The Medici Walls of Grosseto
- Category Art History and Culture
Agriturismo - Where to stay overnight
The Medici walls (late 16th century) are the major monument of the city and enclose the historic center. They can be visited on foot, from the inside, by going up the embankment and the ramparts: the circuit is interrupted only at Corso Carducci (Porta Nuova) and at Via Amiata. From the outside, however, you can better appreciate the general structure of the walls and the functioning of the 'war machine'. Grosseto has had various city walls. The oldest of which the remains can be recognized is the Sienese one built between 1337 and 1350. In addition to Porta Vecchia and the few adjacent remains, the Cassero with the Porta di Santa Lucia can be referred to this fortification. incorporated in the bastion of the Medici Fortress. Completely lost is the Porta San Pietro which, although walled up,
it was included in the Medici Walls in the section that no longer exists, known as Porta Nuova. It is not known where Porta San Michele was, which must have risen on the west side of the historic center near the Molino a Vento bastion, which originally kept its name. Archival documentation testifies that the Sienese walls were restored in 1441 and transformed, perhaps radically, in 1552, just before the "war of Siena" which ended in 1555 with the victory of Florence. The hexagonal Medici enclosure had six arrow-shaped bastions at the corners, with openings in the sides (the "troniere" or gunboats) for the grazing firing of the artillery pieces, above which there were open-air positions for the cannons (the "low squares ").

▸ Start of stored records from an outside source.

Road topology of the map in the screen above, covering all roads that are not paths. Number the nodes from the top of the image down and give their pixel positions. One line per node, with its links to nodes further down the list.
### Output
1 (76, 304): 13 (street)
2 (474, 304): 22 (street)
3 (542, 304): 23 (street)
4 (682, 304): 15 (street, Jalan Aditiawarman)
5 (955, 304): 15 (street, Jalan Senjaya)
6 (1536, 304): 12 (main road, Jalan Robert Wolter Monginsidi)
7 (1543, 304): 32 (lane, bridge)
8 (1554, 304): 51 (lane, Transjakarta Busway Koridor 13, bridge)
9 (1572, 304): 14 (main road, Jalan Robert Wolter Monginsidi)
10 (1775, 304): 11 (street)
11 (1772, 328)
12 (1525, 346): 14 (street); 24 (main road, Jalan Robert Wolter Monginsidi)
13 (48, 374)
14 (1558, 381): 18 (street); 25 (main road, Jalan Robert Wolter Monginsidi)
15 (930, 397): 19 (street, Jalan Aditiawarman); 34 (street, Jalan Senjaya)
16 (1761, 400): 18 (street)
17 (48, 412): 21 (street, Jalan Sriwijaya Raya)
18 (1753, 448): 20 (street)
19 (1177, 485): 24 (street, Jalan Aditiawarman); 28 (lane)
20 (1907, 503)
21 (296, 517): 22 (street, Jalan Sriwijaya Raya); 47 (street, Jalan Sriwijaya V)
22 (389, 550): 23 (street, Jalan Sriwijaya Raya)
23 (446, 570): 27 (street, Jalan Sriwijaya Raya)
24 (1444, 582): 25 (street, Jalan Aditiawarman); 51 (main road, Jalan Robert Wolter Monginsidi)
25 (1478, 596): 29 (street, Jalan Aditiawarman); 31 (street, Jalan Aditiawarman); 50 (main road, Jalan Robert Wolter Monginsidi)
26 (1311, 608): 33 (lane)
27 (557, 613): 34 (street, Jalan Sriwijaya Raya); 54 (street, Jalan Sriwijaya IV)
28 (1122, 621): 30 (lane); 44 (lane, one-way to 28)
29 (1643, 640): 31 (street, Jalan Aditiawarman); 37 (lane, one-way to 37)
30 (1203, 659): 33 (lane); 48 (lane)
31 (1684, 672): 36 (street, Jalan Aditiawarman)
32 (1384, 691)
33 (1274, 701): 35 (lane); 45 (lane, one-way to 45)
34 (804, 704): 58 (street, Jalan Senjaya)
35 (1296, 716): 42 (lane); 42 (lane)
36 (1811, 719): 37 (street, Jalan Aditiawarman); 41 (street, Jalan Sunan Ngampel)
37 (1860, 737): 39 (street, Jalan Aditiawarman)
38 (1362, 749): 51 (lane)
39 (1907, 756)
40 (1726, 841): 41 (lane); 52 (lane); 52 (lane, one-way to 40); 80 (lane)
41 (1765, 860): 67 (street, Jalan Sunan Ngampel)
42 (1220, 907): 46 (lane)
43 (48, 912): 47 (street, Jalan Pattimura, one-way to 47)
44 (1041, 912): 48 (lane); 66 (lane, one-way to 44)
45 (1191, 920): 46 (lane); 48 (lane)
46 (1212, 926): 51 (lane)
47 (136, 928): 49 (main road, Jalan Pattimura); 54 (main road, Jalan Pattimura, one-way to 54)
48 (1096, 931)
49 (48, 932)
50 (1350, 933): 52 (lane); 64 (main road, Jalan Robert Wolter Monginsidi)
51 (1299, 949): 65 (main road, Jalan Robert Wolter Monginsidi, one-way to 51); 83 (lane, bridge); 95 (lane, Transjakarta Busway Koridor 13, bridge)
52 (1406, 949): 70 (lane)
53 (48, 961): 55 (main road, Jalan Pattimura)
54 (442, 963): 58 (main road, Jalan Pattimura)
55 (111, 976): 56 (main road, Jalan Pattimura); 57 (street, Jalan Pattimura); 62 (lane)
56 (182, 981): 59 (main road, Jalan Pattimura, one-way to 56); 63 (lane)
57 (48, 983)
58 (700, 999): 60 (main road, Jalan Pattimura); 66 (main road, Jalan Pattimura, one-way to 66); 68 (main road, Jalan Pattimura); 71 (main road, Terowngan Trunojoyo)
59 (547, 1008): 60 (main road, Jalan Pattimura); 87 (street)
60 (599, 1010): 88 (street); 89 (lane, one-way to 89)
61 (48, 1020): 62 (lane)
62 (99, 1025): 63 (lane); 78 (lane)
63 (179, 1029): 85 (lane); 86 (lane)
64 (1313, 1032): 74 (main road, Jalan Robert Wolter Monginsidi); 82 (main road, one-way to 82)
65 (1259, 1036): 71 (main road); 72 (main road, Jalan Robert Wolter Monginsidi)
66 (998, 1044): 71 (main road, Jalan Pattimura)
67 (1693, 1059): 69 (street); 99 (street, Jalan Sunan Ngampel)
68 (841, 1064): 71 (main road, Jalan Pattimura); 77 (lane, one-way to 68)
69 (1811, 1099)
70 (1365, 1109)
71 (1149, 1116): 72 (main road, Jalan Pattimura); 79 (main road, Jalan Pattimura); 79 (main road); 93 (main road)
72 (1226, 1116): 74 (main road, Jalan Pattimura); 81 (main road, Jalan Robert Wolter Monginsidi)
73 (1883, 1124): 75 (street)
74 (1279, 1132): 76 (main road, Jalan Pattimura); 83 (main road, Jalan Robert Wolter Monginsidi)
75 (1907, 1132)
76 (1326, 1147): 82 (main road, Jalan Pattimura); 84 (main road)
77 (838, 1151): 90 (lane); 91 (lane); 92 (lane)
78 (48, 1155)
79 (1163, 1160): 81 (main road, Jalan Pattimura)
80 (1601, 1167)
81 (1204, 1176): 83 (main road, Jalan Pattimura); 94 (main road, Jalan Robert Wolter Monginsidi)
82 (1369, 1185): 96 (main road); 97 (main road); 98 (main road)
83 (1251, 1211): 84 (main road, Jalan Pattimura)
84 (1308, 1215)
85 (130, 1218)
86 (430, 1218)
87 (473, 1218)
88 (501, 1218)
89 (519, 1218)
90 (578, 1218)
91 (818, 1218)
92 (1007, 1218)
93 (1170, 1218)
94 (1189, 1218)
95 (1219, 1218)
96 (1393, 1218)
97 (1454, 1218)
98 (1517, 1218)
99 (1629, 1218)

The walls were surrounded by a navigable ditch in communication with other canals, which at the time were important for communications. A single door gave access to the city: the fourteenth-century Porta Cittadina, renamed Porta Reale or Porta Marina (today Porta Vecchia) included in the new walls. The construction of the walls began in 1565 and ended in 1593. Starting from Porta Vecchia, in a clockwise direction you can see the Bastione dell’Oriuolo (now della Cavallerizza); the next of San Michele (today of the Molino a Vento); then the Bastione delle Monache (now Garibaldi) and that of San Francesco (now Parco della Rimembranza); the Fortress and finally the Bastione delle Palle (today del Maiano).